-------- Input material

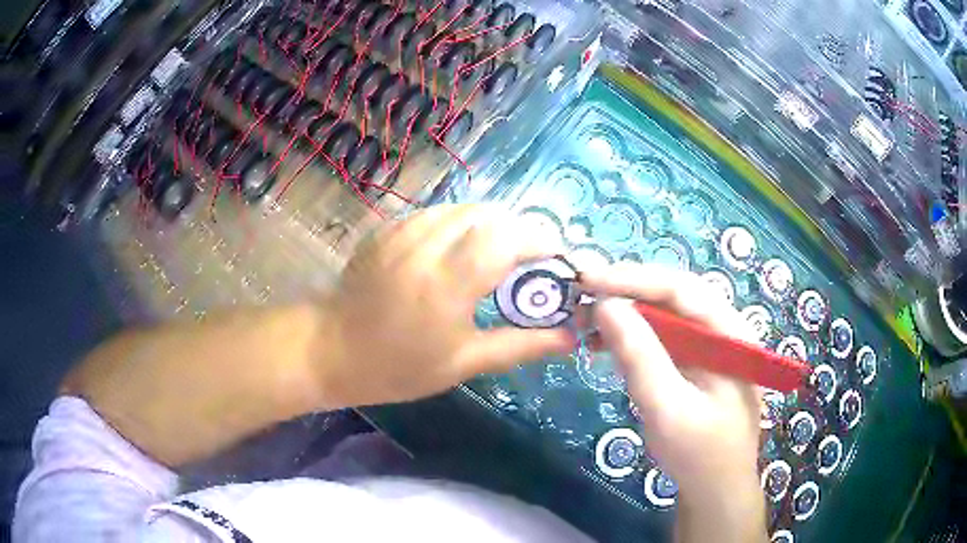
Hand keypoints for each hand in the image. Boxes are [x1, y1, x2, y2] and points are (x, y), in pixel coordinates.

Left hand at [318, 204, 574, 407]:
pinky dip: (462, 225)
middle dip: (521, 231)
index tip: (557, 260)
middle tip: (530, 263)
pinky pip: (439, 213)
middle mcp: (427, 244)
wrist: (330, 349)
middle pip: (491, 214)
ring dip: (492, 226)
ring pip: (465, 209)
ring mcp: (403, 230)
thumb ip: (520, 345)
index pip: (508, 238)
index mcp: (448, 283)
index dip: (541, 241)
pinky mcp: (389, 226)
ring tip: (498, 257)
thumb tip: (570, 338)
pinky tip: (459, 251)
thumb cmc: (397, 366)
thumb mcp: (463, 363)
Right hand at [580, 262, 765, 541]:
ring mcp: (709, 346)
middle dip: (627, 291)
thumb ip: (639, 354)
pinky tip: (605, 342)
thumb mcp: (667, 408)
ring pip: (665, 315)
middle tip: (582, 294)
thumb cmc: (698, 455)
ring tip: (587, 317)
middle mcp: (724, 330)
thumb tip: (604, 304)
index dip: (634, 279)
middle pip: (674, 296)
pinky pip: (662, 338)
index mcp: (732, 334)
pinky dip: (632, 336)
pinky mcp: (694, 363)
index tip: (588, 279)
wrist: (714, 491)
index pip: (682, 289)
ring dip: (626, 312)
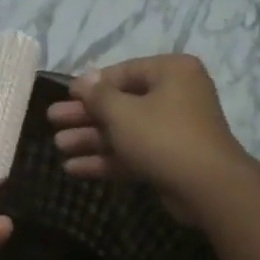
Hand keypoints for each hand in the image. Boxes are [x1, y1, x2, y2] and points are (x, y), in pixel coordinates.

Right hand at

----------------

### Work task
Pictures aside, restate all of the entries exactly.

### Reply
Hand keypoints for each hand in the image. Boxes are [x1, y1, x2, y2] and points are (x, y), in pixel coordinates.

Left hand at [318, 204, 574, 407]:
pinky dip: (462, 225)
middle dip: (521, 231)
index tip: (557, 260)
middle tip: (530, 263)
pinky pip: (439, 213)
middle mcp: (427, 244)
wrist: (330, 349)
middle pip: (491, 214)
ring dip: (492, 226)
ring pip: (465, 209)
ring mcp: (403, 230)
thumb ip: (520, 345)
index pip: (508, 238)
index mcp: (448, 283)
index dip: (541, 241)
pinky mcp: (389, 226)
ring tip: (498, 257)
thumb tip: (570, 338)
pinky tip: (459, 251)
thumb cmc: (397, 366)
thumb mcp: (463, 363)
Right hand at [580, 262, 765, 541]:
ring mcp: (709, 346)
middle dip: (627, 291)
thumb ip: (639, 354)
pinky tip: (605, 342)
thumb mcp: (667, 408)
ring pip: (665, 315)
middle tip: (582, 294)
thumb cmc: (698, 455)
ring tip: (587, 317)
middle mcp: (724, 330)
thumb tip: (604, 304)
index dip: (634, 279)
middle pip: (674, 296)
pinky pip: (662, 338)
index mcp: (732, 334)
pinky dip: (632, 336)
pinky mcp: (694, 363)
index tip: (588, 279)
wrist: (714, 491)
index pip: (682, 289)
ring dip: (626, 312)
Hand keypoints for each hand in the image. Boxes are [x1, y1, x2, y2] and points are (x, y), in pixel coordinates.

Right hand at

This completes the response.